Some day I suppose there will be a requirement for a 7090-XP-E sized die emitting two-thousand lumens, which is about what it's going to take to beat long arc HID throw. Personally, I can hardly wait but realize that it could be an unexpectedly long time still.


----------



## Northern Lights (Jan 6, 2012)

eh4 said:


> The problem is that the HID doesn't mind the heat, and the heat kills leds, right?
> So for more and more, and more power dumped into making lumens the HID aught to be able to continue leading.
> LED throwers are really appealing to me for their efficiency, maybe your power is limited by duration in the field or battery weight.



Heat is a problem. Those comercially available tri-xml I refer to have very small heat syncs. If you look over the posts I did on the Nuwai Tri-P7 you will see I have a huge, double actually, heat sync and I get good service because of it.

(I built two, the second I never got off the benc because I belive there is either a short or the PWM based controller is bad. ' am looking for a deserving person to take over that light and finish it. I believe my modding days are over...)


----------



## Mr. Tone (Jan 6, 2012)

Another thing to consider is that you can always make bigger and more powerful incan and HID bulbs/ballasts. So even though a single LED might come to match a 35 HID in terms of lumens or candlepower their is always going to be a 50 watt HID, and then 75 watt, and so on and so forth. So for practical purposes you can always find or make a brighter single HID setup than with LED. 

Hopefully LED will surpass HID in terms of efficiency and surface brightness, but when it comes to maximum lumens a single LED will never truly surpass because there is always a more powerful HID setup, even if HID becomes less efficient. After that, there are short-arcs to think about!


----------



## dudemar (Jan 6, 2012)

Mr. Tone said:


> Another thing to consider is that you can always make bigger and more powerful incan and HID bulbs/ballasts. So even though a single LED might come to match a 35 HID in terms of lumens or candlepower their is always going to be a 50 watt HID, and then 75 watt, and so on and so forth. So for practical purposes you can always find or make a brighter single HID setup than with LED.
> 
> Hopefully LED will surpass HID in terms of efficiency and surface brightness, but when it comes to maximum lumens a single LED will never truly surpass because there is always a more powerful HID setup, even if HID becomes less efficient. After that, there are short-arcs to think about!



Agreed.


----------



## jh15 (Feb 4, 2012)

Does this discussion take into account that hid has a constant o duty cycle while LEDs can be pulsed?

Then because of persistance of vision, the LED could "look" like a certain brightness, but take lots less power.

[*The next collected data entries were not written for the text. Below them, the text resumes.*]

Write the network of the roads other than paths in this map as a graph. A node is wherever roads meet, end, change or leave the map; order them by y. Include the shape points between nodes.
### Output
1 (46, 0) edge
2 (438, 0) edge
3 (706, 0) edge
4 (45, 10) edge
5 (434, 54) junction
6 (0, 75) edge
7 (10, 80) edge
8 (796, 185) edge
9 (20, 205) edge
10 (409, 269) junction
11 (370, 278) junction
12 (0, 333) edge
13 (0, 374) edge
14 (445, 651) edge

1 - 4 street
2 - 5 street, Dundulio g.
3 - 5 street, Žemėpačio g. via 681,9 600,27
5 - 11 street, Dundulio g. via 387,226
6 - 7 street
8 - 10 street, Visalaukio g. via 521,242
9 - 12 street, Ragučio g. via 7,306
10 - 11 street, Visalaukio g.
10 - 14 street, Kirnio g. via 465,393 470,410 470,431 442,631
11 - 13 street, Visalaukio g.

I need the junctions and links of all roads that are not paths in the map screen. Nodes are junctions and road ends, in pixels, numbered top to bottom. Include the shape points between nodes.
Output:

I know the strobing could be annoying if too slow. Like some car taillights in run vs. stop mode.


----------



## ma_sha1 (Feb 4, 2012)

Here is a shoot out with the best led vs the best HID in hand held format,:
http://www.candlepowerforums.com/vb...attle-in-the-woods-XML-King-of-Throw-vs.-HIDs

assuming size are similar:
You can make led throw as far as HID
You can make LED flood as many lumens as HID (triple XML for example)
But you can't make led throw as many lumens in the beam as the HID does in a far projection.

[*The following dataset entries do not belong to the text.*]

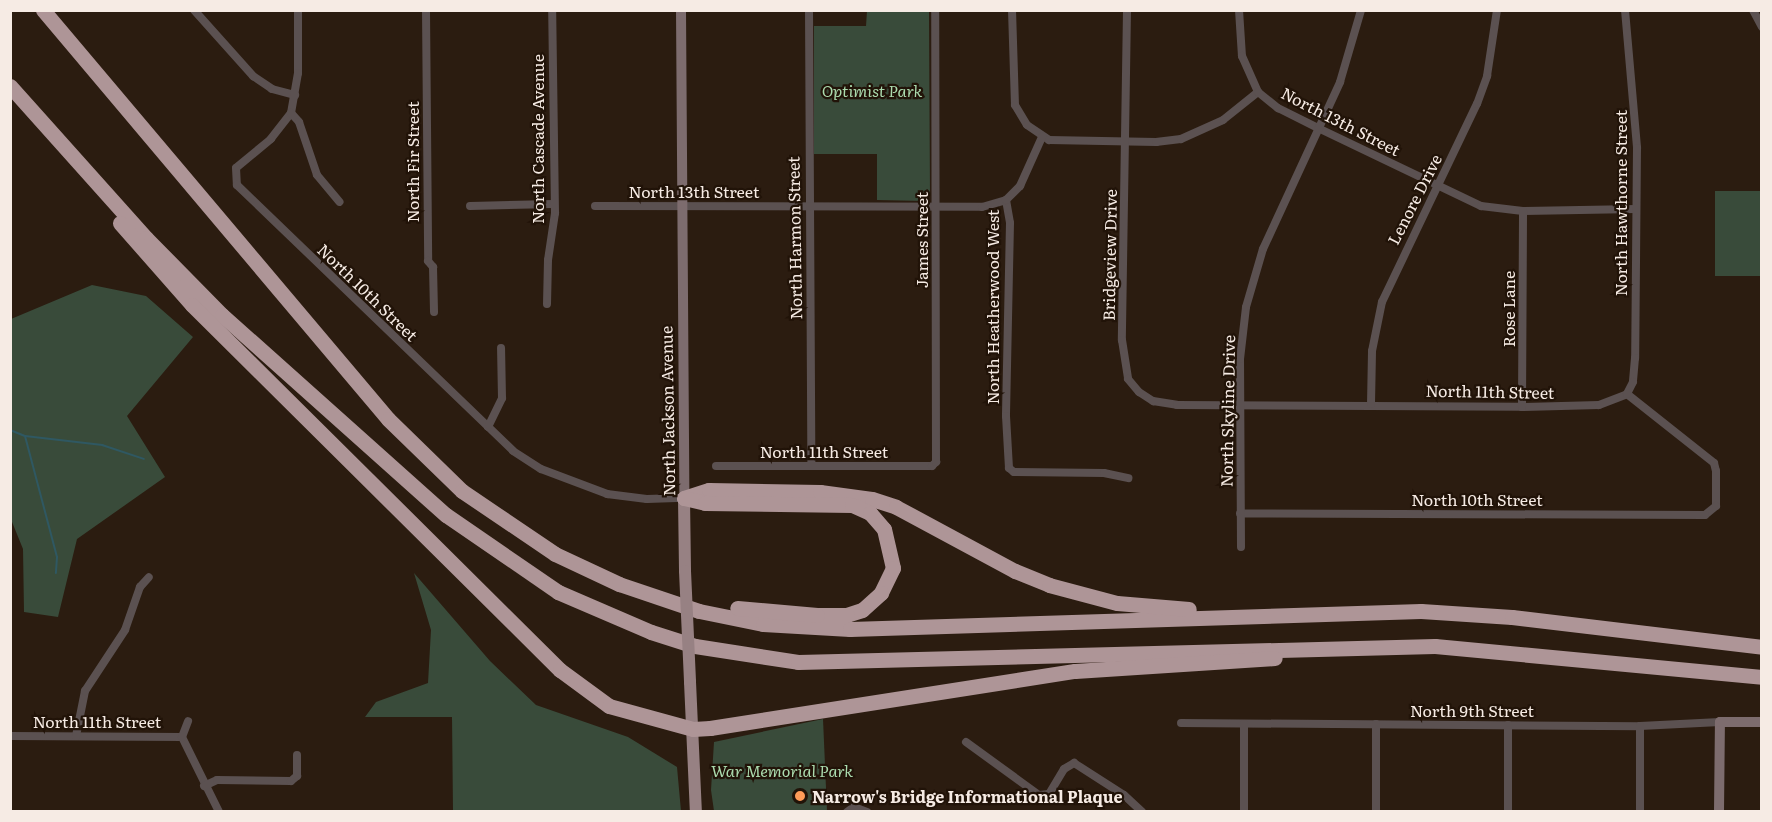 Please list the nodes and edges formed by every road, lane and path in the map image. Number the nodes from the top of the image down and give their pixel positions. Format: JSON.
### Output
{"nodes":[{"id":1,"x":43,"y":10,"type":"edge"},
{"id":2,"x":194,"y":10,"type":"edge"},
{"id":3,"x":298,"y":10,"type":"edge"},
{"id":4,"x":426,"y":10,"type":"edge"},
{"id":5,"x":552,"y":10,"type":"edge"},
{"id":6,"x":681,"y":10,"type":"edge"},
{"id":7,"x":809,"y":10,"type":"edge"},
{"id":8,"x":935,"y":10,"type":"edge"},
{"id":9,"x":1012,"y":10,"type":"edge"},
{"id":10,"x":1128,"y":10,"type":"edge"},
{"id":11,"x":1239,"y":10,"type":"edge"},
{"id":12,"x":1361,"y":10,"type":"edge"},
{"id":13,"x":1497,"y":10,"type":"edge"},
{"id":14,"x":1625,"y":10,"type":"edge"},
{"id":15,"x":1753,"y":10,"type":"edge"},
{"id":16,"x":1761,"y":27,"type":"edge"},
{"id":17,"x":10,"y":86,"type":"edge"},
{"id":18,"x":1258,"y":92,"type":"junction"},
{"id":19,"x":296,"y":95,"type":"junction"},
{"id":20,"x":291,"y":113,"type":"junction"},
{"id":21,"x":1318,"y":128,"type":"junction"},
{"id":22,"x":51,"y":133,"type":"junction"},
{"id":23,"x":1042,"y":137,"type":"junction"},
{"id":24,"x":1126,"y":141,"type":"junction"},
{"id":25,"x":1437,"y":186,"type":"junction"},
{"id":26,"x":1006,"y":200,"type":"junction"},
{"id":27,"x":340,"y":201,"type":"dead end"},
{"id":28,"x":553,"y":204,"type":"junction"},
{"id":29,"x":470,"y":206,"type":"dead end"},
{"id":30,"x":596,"y":206,"type":"dead end"},
{"id":31,"x":682,"y":206,"type":"junction"},
{"id":32,"x":809,"y":207,"type":"junction"},
{"id":33,"x":936,"y":208,"type":"junction"},
{"id":34,"x":1636,"y":209,"type":"junction"},
{"id":35,"x":1523,"y":211,"type":"junction"},
{"id":36,"x":547,"y":304,"type":"dead end"},
{"id":37,"x":434,"y":312,"type":"dead end"},
{"id":38,"x":501,"y":348,"type":"dead end"},
{"id":39,"x":1627,"y":394,"type":"junction"},
{"id":40,"x":1240,"y":403,"type":"junction"},
{"id":41,"x":1371,"y":404,"type":"junction"},
{"id":42,"x":1522,"y":406,"type":"junction"},
{"id":43,"x":488,"y":427,"type":"junction"},
{"id":44,"x":716,"y":466,"type":"dead end"},
{"id":45,"x":811,"y":466,"type":"junction"},
{"id":46,"x":932,"y":466,"type":"joint"},
{"id":47,"x":1128,"y":478,"type":"dead end"},
{"id":48,"x":684,"y":498,"type":"junction"},
{"id":49,"x":1240,"y":513,"type":"junction"},
{"id":50,"x":1241,"y":547,"type":"dead end"},
{"id":51,"x":149,"y":577,"type":"dead end"},
{"id":52,"x":619,"y":584,"type":"junction"},
{"id":53,"x":1279,"y":615,"type":"junction"},
{"id":54,"x":1761,"y":647,"type":"edge"},
{"id":55,"x":1552,"y":657,"type":"junction"},
{"id":56,"x":1761,"y":677,"type":"edge"},
{"id":57,"x":188,"y":721,"type":"dead end"},
{"id":58,"x":1720,"y":722,"type":"junction"},
{"id":59,"x":1181,"y":723,"type":"dead end"},
{"id":60,"x":1761,"y":723,"type":"edge"},
{"id":61,"x":1244,"y":724,"type":"junction"},
{"id":62,"x":1376,"y":724,"type":"junction"},
{"id":63,"x":1508,"y":725,"type":"junction"},
{"id":64,"x":1640,"y":726,"type":"junction"},
{"id":65,"x":693,"y":729,"type":"junction"},
{"id":66,"x":10,"y":736,"type":"edge"},
{"id":67,"x":76,"y":736,"type":"junction"},
{"id":68,"x":182,"y":737,"type":"junction"},
{"id":69,"x":966,"y":742,"type":"dead end"},
{"id":70,"x":297,"y":755,"type":"dead end"},
{"id":71,"x":204,"y":786,"type":"junction"},
{"id":72,"x":219,"y":812,"type":"edge"},
{"id":73,"x":696,"y":812,"type":"edge"},
{"id":74,"x":847,"y":812,"type":"edge"},
{"id":75,"x":867,"y":812,"type":"edge"},
{"id":76,"x":1142,"y":812,"type":"edge"},
{"id":77,"x":1244,"y":812,"type":"edge"},
{"id":78,"x":1376,"y":812,"type":"edge"},
{"id":79,"x":1508,"y":812,"type":"edge"},
{"id":80,"x":1640,"y":812,"type":"edge"},
{"id":81,"x":1719,"y":812,"type":"edge"}],
"edges":[{"from":1,"to":52,"type":"highway"},
{"from":2,"to":19,"type":"street"},
{"from":3,"to":19,"type":"street"},
{"from":4,"to":37,"type":"street","name":"North Fir Street"},
{"from":5,"to":28,"type":"street","name":"North Cascade Avenue"},
{"from":6,"to":31,"type":"main road","name":"North Jackson Avenue"},
{"from":7,"to":32,"type":"street","name":"North Harmon Street"},
{"from":8,"to":33,"type":"street","name":"James Street"},
{"from":9,"to":23,"type":"street"},
{"from":10,"to":24,"type":"street","name":"Bridgeview Drive"},
{"from":11,"to":18,"type":"street"},
{"from":12,"to":21,"type":"street","name":"North Skyline Drive"},
{"from":13,"to":25,"type":"street","name":"Lenore Drive"},
{"from":14,"to":34,"type":"street","name":"North Hawthorne Street"},
{"from":15,"to":16,"type":"street"},
{"from":17,"to":22,"type":"highway"},
{"from":18,"to":21,"type":"street","name":"North 13th Street"},
{"from":18,"to":24,"type":"street","name":"North 13th Street"},
{"from":19,"to":20,"type":"street"},
{"from":20,"to":27,"type":"street"},
{"from":20,"to":43,"type":"street","name":"North 10th Street"},
{"from":21,"to":25,"type":"street","name":"North 13th Street"},
{"from":21,"to":40,"type":"street","name":"North Skyline Drive"},
{"from":22,"to":55,"type":"highway"},
{"from":22,"to":65,"type":"highway"},
{"from":23,"to":24,"type":"street","name":"North 13th Street"},
{"from":23,"to":26,"type":"street","name":"North Heatherwood West"},
{"from":24,"to":40,"type":"street","name":"Bridgeview Drive"},
{"from":25,"to":35,"type":"street","name":"North 13th Street"},
{"from":25,"to":41,"type":"street","name":"Lenore Drive"},
{"from":26,"to":33,"type":"street","name":"North 13th Street"},
{"from":26,"to":47,"type":"street","name":"North Heatherwood West"},
{"from":28,"to":29,"type":"street"},
{"from":28,"to":36,"type":"street","name":"North Cascade Avenue"},
{"from":30,"to":31,"type":"street","name":"North 13th Street"},
{"from":31,"to":32,"type":"street","name":"North 13th Street"},
{"from":31,"to":48,"type":"main road","name":"North Jackson Avenue"},
{"from":32,"to":33,"type":"street","name":"North 13th Street"},
{"from":32,"to":45,"type":"street","name":"North Harmon Street"},
{"from":33,"to":46,"type":"street","name":"James Street"},
{"from":34,"to":35,"type":"street","name":"North 13th Street"},
{"from":34,"to":39,"type":"street","name":"North Hawthorne Street"},
{"from":35,"to":42,"type":"street","name":"Rose Lane"},
{"from":38,"to":43,"type":"street"},
{"from":39,"to":42,"type":"street","name":"North 11th Street"},
{"from":39,"to":49,"type":"street","name":"North 10th Street"},
{"from":40,"to":41,"type":"street","name":"North 11th Street"},
{"from":40,"to":49,"type":"street","name":"North Skyline Drive"},
{"from":41,"to":42,"type":"street","name":"North 11th Street"},
{"from":43,"to":48,"type":"street","name":"North 10th Street"},
{"from":44,"to":45,"type":"street","name":"North 11th Street"},
{"from":45,"to":46,"type":"street","name":"North 11th Street"},
{"from":48,"to":52,"type":"highway"},
{"from":48,"to":53,"type":"highway"},
{"from":48,"to":65,"type":"main road","name":"North Jackson Avenue","bridge":true},
{"from":49,"to":50,"type":"street","name":"North Skyline Drive"},
{"from":51,"to":67,"type":"street"},
{"from":52,"to":53,"type":"highway"},
{"from":53,"to":54,"type":"highway"},
{"from":55,"to":56,"type":"highway"},
{"from":55,"to":65,"type":"highway"},
{"from":57,"to":68,"type":"street"},
{"from":58,"to":60,"type":"main road","name":"North 9th Street"},
{"from":58,"to":64,"type":"street","name":"North 9th Street"},
{"from":58,"to":81,"type":"main road"},
{"from":59,"to":61,"type":"street","name":"North 9th Street"},
{"from":61,"to":62,"type":"street","name":"North 9th Street"},
{"from":61,"to":77,"type":"street"},
{"from":62,"to":63,"type":"street","name":"North 9th Street"},
{"from":62,"to":78,"type":"street"},
{"from":63,"to":64,"type":"street","name":"North 9th Street"},
{"from":63,"to":79,"type":"street"},
{"from":64,"to":80,"type":"street"},
{"from":65,"to":73,"type":"main road","name":"North Jackson Avenue"},
{"from":66,"to":67,"type":"street","name":"North 11th Street"},
{"from":67,"to":68,"type":"street","name":"North 11th Street"},
{"from":68,"to":71,"type":"street"},
{"from":69,"to":76,"type":"street"},
{"from":70,"to":71,"type":"street"},
{"from":71,"to":72,"type":"street"},
{"from":74,"to":75,"type":"street"}]}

lumens-in-the-beam is what separates Tool Throwers from Toy throwers IMHO, in the end, the HID won the shootout.


----------



## budynabuick (Feb 4, 2012)

Patriot said:


> It was just a couple of years ago when it was the trendy discussion that the SST-90 was going to be the literal "death" of HID. Of course it hardly worked out that way despite the development of some interesting and quality products like the SR-90. "Output" as most of us know is three fold, luminous flux, throw, and color temperature. I do believe that the next generation of super diode will probably match HID lumen output in the 35W range and they're also working miracles with color temps with warmer bins. Still, I think LED is many years away when it comes to surface brightness and throw.
> 
> There doesn't really seem to be any drive for the industry to rapidly develop tiny LED's with incredible surface brightness, rather they're more concerned with lumen output and efficiency without fretting the die size to any great extent, which makes logical sense. Unlike HID and Incan, aspherics focus the light from LED's pretty well so I'm guessing that at least for the short term, when higher lux is necessary from LED's, optics will be utilized. Personally, I really dig the small multi-LED lights like the RRT-3, TM-11 and others because they produce such a useful wide beam. These are great for walking, biking, caving, and multitasking, but where ultimate throw is required I think the HID will be on the leader boards for years to come.
> 
> Some day I suppose there will be a requirement for a 7090-XP-E sized die emitting two-thousand lumens, which is about what it's going to take to beat long arc HID throw. Personally, I can hardly wait but realize that it could be an unexpectedly long time still.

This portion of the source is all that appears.